Your objective —
Pull every line containing "dead" from the entries.

Source data —
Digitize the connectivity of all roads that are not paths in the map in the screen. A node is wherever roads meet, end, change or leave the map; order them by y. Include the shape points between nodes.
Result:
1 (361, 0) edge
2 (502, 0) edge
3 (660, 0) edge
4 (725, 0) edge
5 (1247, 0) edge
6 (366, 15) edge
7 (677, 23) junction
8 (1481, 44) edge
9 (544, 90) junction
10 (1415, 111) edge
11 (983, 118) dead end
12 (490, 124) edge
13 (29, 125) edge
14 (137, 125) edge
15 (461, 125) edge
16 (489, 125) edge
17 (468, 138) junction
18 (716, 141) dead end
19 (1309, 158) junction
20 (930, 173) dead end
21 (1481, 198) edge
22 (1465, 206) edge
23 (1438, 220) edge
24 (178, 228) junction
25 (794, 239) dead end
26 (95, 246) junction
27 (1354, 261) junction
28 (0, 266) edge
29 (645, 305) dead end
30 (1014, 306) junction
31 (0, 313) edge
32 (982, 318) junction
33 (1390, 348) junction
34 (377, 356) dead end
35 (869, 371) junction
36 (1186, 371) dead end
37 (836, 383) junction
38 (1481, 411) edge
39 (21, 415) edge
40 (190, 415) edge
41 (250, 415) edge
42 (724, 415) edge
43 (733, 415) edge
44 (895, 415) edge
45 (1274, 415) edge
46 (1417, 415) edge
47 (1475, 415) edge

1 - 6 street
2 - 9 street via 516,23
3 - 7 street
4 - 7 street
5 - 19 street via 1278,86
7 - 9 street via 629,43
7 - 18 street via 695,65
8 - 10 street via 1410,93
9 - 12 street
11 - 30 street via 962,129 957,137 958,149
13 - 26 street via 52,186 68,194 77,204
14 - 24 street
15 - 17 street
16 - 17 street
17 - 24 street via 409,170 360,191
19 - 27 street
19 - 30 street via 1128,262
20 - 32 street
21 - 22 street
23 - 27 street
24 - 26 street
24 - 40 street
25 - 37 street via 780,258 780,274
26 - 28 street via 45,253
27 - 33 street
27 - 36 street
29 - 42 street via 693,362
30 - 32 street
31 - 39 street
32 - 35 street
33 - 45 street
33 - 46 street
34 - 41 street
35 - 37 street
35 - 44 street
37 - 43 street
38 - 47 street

Output of the task —
11 (983, 118) dead end
18 (716, 141) dead end
20 (930, 173) dead end
25 (794, 239) dead end
29 (645, 305) dead end
34 (377, 356) dead end
36 (1186, 371) dead end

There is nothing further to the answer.